§ PROBLEM STATEMENT
Each line of the data below that includes the string "edges" must be copied.

(Stored data)
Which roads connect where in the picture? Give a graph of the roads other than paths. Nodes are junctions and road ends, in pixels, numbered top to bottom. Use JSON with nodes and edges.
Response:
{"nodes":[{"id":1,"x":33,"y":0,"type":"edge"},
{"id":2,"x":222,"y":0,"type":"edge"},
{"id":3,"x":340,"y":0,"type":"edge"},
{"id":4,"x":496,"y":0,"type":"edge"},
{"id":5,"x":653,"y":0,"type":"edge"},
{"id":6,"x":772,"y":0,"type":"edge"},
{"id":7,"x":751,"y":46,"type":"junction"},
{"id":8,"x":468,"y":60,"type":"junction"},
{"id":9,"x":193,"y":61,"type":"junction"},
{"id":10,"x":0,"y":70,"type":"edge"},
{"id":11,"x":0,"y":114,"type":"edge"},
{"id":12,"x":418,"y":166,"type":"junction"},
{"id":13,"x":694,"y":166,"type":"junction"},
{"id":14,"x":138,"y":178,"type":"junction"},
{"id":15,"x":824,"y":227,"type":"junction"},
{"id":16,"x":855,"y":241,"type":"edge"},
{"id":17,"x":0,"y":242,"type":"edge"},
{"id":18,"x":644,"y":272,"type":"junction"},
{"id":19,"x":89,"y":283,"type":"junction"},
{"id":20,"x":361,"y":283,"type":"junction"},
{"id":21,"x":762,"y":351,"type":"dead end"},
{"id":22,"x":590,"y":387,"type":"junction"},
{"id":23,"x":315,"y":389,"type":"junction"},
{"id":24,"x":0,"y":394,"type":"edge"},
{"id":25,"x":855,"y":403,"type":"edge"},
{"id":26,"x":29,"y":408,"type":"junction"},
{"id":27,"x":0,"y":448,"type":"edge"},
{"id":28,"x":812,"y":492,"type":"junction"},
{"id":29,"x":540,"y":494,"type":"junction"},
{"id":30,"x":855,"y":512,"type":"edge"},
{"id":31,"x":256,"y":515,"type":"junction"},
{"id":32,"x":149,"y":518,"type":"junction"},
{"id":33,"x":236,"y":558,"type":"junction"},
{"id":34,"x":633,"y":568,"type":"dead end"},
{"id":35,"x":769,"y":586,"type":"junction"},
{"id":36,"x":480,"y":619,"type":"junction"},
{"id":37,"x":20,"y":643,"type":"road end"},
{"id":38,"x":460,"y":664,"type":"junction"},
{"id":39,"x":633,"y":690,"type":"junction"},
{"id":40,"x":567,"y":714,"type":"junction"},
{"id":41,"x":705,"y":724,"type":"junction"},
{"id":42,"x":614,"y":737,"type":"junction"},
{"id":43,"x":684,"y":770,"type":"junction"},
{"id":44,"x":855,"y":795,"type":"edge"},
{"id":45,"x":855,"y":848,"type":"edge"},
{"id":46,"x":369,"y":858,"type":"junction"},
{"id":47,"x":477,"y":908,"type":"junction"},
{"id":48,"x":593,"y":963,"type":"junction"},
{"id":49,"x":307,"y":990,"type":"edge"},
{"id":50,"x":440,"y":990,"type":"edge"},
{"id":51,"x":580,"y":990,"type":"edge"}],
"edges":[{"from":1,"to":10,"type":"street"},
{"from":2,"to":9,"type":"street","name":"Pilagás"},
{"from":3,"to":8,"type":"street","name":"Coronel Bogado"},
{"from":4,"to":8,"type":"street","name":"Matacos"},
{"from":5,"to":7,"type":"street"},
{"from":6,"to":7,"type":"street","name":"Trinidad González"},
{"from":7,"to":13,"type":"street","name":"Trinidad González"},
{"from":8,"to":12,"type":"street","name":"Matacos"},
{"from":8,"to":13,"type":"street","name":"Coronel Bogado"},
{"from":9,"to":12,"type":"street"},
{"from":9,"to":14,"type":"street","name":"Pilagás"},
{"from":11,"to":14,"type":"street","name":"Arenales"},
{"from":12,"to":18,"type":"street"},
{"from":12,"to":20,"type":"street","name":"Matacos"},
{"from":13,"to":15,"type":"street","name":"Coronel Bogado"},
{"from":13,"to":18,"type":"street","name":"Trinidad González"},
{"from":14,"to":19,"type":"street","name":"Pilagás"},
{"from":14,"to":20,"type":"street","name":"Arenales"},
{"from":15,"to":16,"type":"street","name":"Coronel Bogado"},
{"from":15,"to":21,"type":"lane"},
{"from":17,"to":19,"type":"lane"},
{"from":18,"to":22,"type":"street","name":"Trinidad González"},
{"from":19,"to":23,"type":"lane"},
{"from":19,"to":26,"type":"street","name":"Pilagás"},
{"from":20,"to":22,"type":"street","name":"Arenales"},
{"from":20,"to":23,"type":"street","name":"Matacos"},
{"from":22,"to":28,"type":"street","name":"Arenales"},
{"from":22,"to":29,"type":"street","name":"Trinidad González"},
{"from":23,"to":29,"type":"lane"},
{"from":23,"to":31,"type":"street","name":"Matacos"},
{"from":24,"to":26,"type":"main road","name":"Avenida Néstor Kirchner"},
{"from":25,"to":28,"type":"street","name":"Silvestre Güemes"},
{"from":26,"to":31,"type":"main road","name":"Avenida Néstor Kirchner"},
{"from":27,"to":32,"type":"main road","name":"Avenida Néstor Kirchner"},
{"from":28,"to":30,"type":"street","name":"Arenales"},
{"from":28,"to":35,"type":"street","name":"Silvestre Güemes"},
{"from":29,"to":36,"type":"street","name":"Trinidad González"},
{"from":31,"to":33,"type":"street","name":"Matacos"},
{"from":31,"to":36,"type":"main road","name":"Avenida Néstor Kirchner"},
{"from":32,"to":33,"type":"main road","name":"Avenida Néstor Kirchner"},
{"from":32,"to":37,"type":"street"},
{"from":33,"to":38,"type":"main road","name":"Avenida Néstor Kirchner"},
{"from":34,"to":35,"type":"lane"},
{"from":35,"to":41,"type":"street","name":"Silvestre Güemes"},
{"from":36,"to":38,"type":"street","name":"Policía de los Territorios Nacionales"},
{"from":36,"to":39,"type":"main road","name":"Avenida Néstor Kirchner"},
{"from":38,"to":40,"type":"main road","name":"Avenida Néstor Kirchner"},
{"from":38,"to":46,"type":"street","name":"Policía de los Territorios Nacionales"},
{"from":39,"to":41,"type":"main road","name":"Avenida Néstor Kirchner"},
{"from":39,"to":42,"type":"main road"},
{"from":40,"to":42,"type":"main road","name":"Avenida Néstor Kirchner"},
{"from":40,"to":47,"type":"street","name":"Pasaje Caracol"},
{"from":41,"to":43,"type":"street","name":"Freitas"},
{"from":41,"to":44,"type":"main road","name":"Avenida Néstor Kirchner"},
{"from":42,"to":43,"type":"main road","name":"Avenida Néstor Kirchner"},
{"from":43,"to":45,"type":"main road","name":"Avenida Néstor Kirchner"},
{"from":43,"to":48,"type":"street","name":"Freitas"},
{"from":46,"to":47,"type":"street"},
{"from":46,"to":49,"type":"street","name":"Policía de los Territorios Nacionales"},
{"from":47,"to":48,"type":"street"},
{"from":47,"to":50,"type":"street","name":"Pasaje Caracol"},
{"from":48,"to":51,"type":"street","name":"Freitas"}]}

§ SOLUTION BELOW
Which roads connect where in the picture? Give a graph of the roads other than paths. Nodes are junctions and road ends, in pixels, numbered top to bottom. Use JSON with nodes and edges.
"edges":[{"from":1,"to":10,"type":"street"},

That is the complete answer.